A fake friend took me by the hand and took me to his shop and before I knew it I was dressed in a nice native white pants, shirt and turban and I was crazy. I was determined to reduce them from 500 to 152 Afghans. I was almost there, but I was surprised when he let me go empty-handed, a little sad. I want a cool, loose, low-cut dress like this, and maybe if I swallow my pride, I'll be back tomorrow.
Walking like a glove, we headed back to the hotel and back through the shops. I tried and failed to buy cheap zakis fur. I actually bid 200 afghan for a spectacular fox afghan hat and ended up buying it, and proudly knocked a guy down from 600 afghan for 40 for three beautifully embroidered bags. During the two-month trip, I did not buy any souvenirs. I am afraid that I have opened a dam now.
Back at the hotel, Gene pulled out the batch of hash he had bought and I decided that would be the time and place where I would lose my "marijuana virginity". I've never smoked any cigarettes and smoking weed has always turned me off so to speak because there's always social pressure and I wouldn't feel comfortable doing it because everyone's partying and I'm the only one. "square". That pressure and the sight of smoking weed only strengthened my resolve to stay away from weed. But it was different.
In Afghanistan, hashish is part of the culture. It's as innocent as American dinner wine. If I ever had such a high point, it wouldn't be in a dark room at University College with a group of people I didn't respect. I was never going to feel good.
After leaving Istanbul, Jin and I talked on the bus for three hours over marijuana and hash. If I feel comfortable in this situation, I decided that I would like to smoke hashish in Afghanistan. Well, here I am in Herat, I feel great and I love this city. We have about half a domino of pure hashish for 40 afghanis ($1). It was so soft that it had to be cut with a knife.

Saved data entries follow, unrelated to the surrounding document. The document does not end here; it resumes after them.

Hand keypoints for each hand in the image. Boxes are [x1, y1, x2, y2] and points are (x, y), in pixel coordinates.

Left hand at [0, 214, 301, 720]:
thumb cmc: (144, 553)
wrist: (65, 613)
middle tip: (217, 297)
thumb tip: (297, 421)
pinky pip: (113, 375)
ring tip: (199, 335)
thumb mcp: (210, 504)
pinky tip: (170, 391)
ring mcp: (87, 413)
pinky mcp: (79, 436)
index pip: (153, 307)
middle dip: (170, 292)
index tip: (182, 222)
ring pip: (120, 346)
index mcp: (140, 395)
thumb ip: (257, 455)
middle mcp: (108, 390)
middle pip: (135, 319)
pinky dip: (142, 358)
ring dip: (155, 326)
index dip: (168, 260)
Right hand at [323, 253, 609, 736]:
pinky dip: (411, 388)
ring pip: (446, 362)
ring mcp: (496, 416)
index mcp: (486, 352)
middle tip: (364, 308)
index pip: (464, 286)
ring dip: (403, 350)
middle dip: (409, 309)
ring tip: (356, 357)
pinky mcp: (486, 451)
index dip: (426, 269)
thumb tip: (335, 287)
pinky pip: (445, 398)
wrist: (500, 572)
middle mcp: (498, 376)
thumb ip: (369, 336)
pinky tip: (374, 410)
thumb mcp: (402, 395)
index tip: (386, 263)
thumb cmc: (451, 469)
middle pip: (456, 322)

In the room, Gene mixed it with tobacco and poured the product into a funny old wooden pipe that we collected. He extends his hand - immediately says: "Okay." I went in not knowing what to expect and hoping not to fill my mouth with ash. I don't like smoking, but other than that, it didn't stop. It didn't even smell like grass. The only problem is that nothing happened. I have smoked enough but virgins are not effective. It was fun though, I did it.

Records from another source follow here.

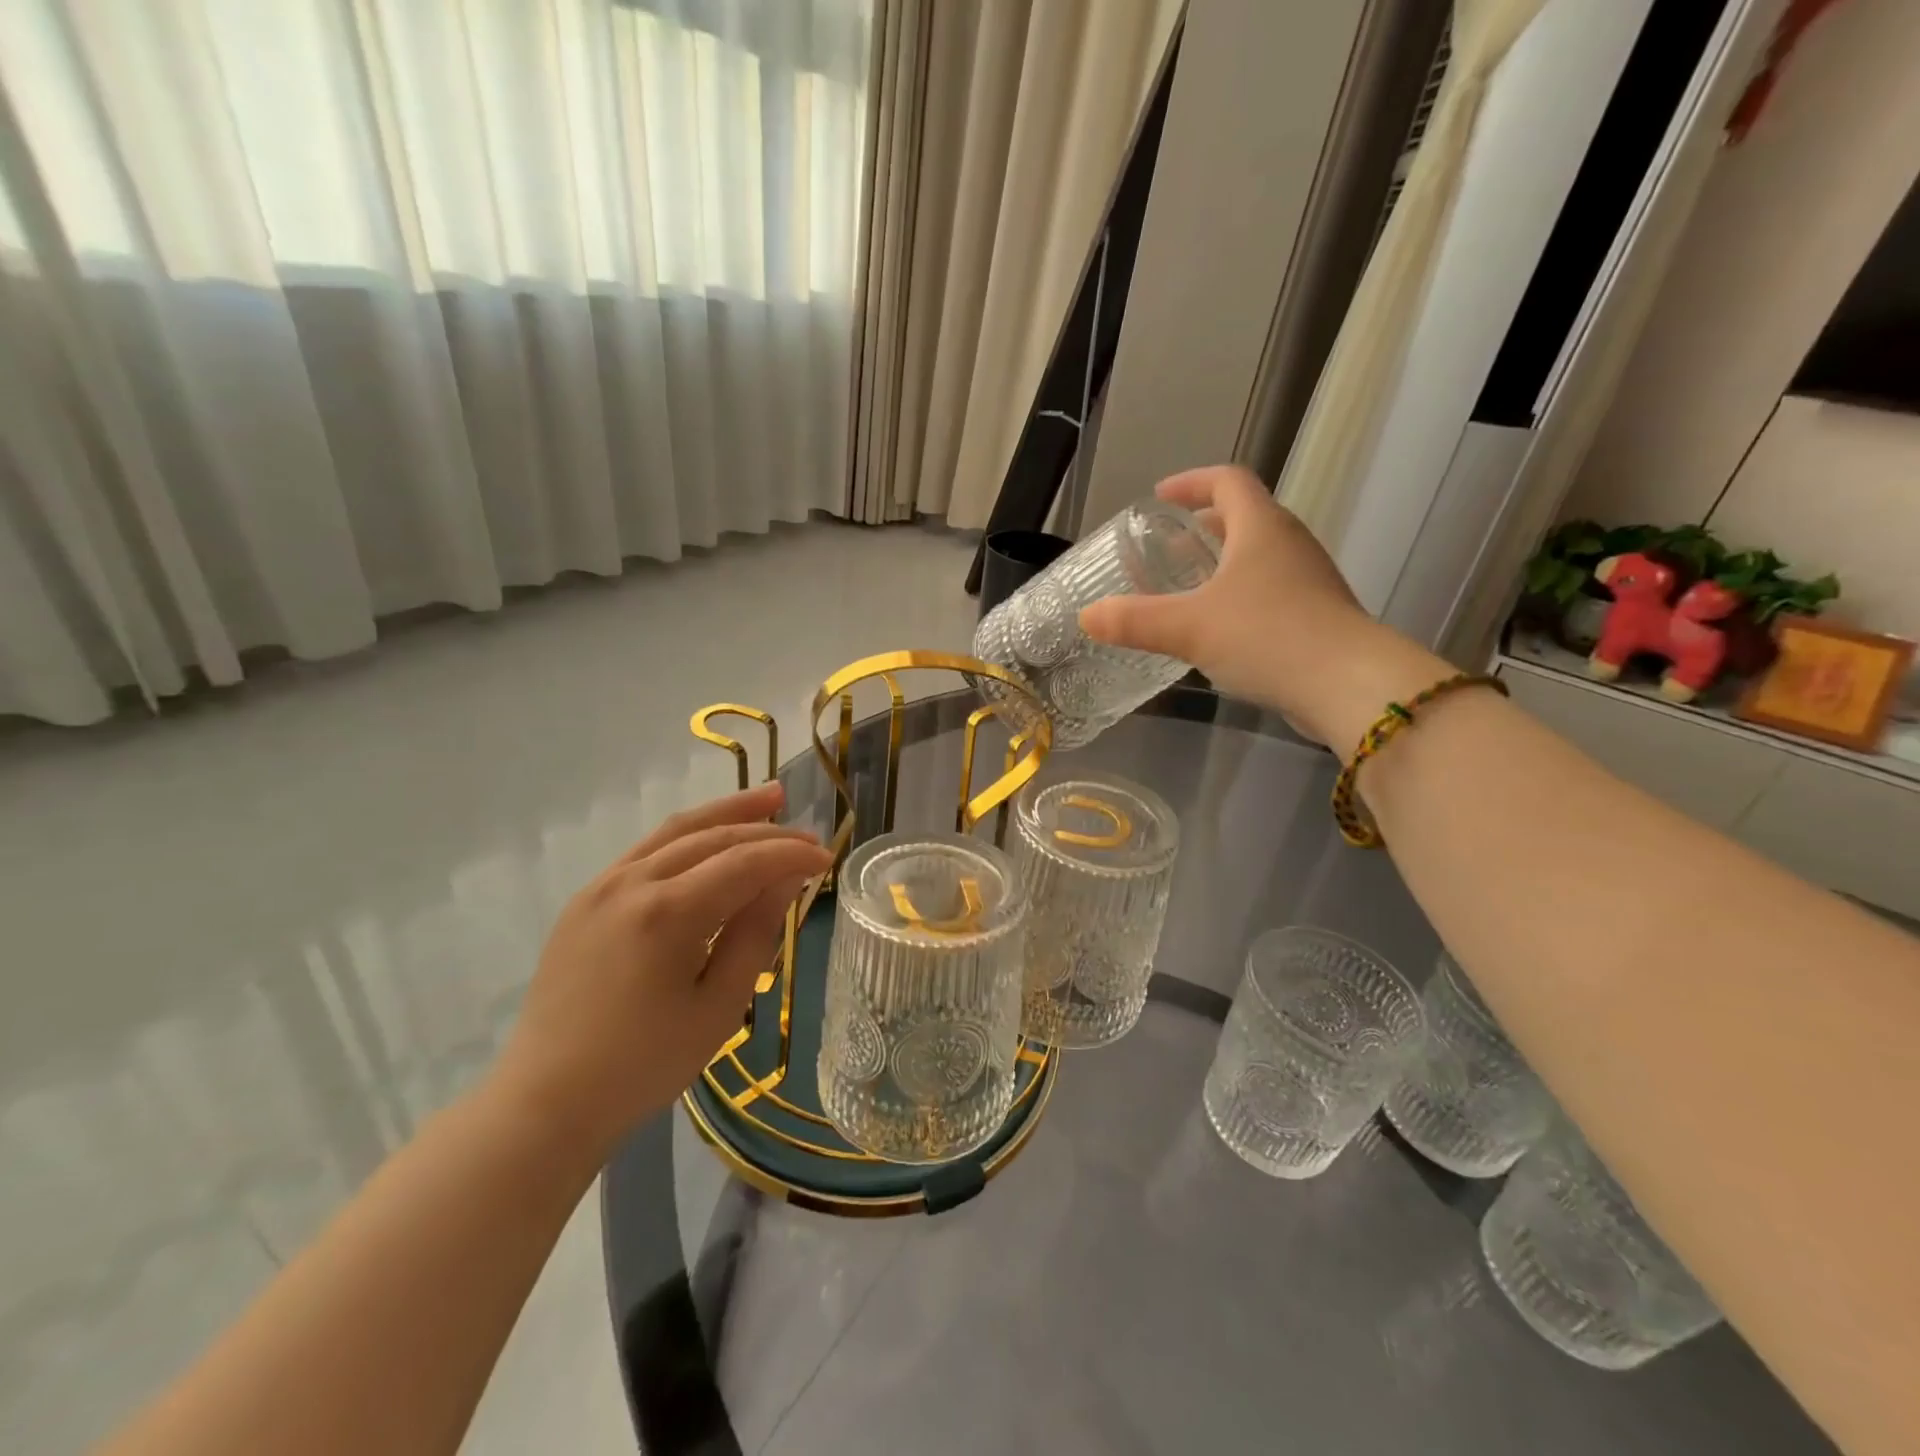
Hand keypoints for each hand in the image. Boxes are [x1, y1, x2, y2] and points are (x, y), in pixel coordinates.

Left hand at [493, 783, 832, 1152]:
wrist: (546, 1100)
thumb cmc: (644, 1064)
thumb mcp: (718, 1006)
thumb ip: (755, 933)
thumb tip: (785, 878)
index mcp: (668, 913)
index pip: (745, 862)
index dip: (790, 855)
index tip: (826, 859)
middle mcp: (632, 882)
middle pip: (712, 836)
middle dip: (766, 829)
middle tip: (808, 833)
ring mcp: (602, 885)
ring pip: (677, 831)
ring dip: (727, 812)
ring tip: (770, 798)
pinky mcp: (586, 898)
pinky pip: (647, 850)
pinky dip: (688, 835)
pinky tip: (711, 836)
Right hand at [1080, 466, 1434, 746]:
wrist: (1348, 685)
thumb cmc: (1267, 637)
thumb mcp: (1189, 628)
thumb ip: (1134, 620)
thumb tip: (1087, 617)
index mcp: (1261, 528)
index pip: (1227, 481)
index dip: (1191, 483)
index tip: (1160, 498)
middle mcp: (1289, 544)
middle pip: (1245, 517)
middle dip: (1202, 528)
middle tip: (1167, 549)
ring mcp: (1309, 580)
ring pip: (1259, 556)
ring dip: (1221, 563)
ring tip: (1187, 589)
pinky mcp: (1317, 615)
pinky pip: (1270, 590)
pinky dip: (1239, 595)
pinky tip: (1219, 629)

We went out for a walk. Walking from store to store is very easy. Mingle with the crowd, browse the shops and just browse. It's a small place, but that doesn't matter because no street is the same the second or third time you walk down it.
We sat outside our restaurant for dinner as there was a special wedding in the great hall that night. We had a plate of assorted vegetables, lots of meat washed down with tea for $1.50 each.
We stayed up a little longer and took a cold shower. This time I felt a little change. Some colors and objects were more dramatic. It was all on the plus side, I just didn't realize it was an option. I was very relaxed and our ceiling lamp was like a big candle going in and out. But I haven't been there in a long time.
The big wedding started downstairs and the father of the bride proudly shook my hand as he welcomed Jin and me and we sat next to a small group of Afghans listening to soulful music and watching the women dance. They were all quite formal, men in one room, women in another, and a decorated car parked outside.
Now we took a night walk. Carts with torches were moving through the darkness, men were carrying lanterns, shopkeepers and laborers were squatting on soup and bread, many Afghans were going up or coming, it was cool, and the wind was howling as usual. The evening was a wonderful experience and we wandered off.
After a melon, a double wedding, a cold shower with sheets and a nice wet bed, we commented on what a good day it was and, looking forward to tomorrow, wrapped ourselves in wet sheets and went to bed.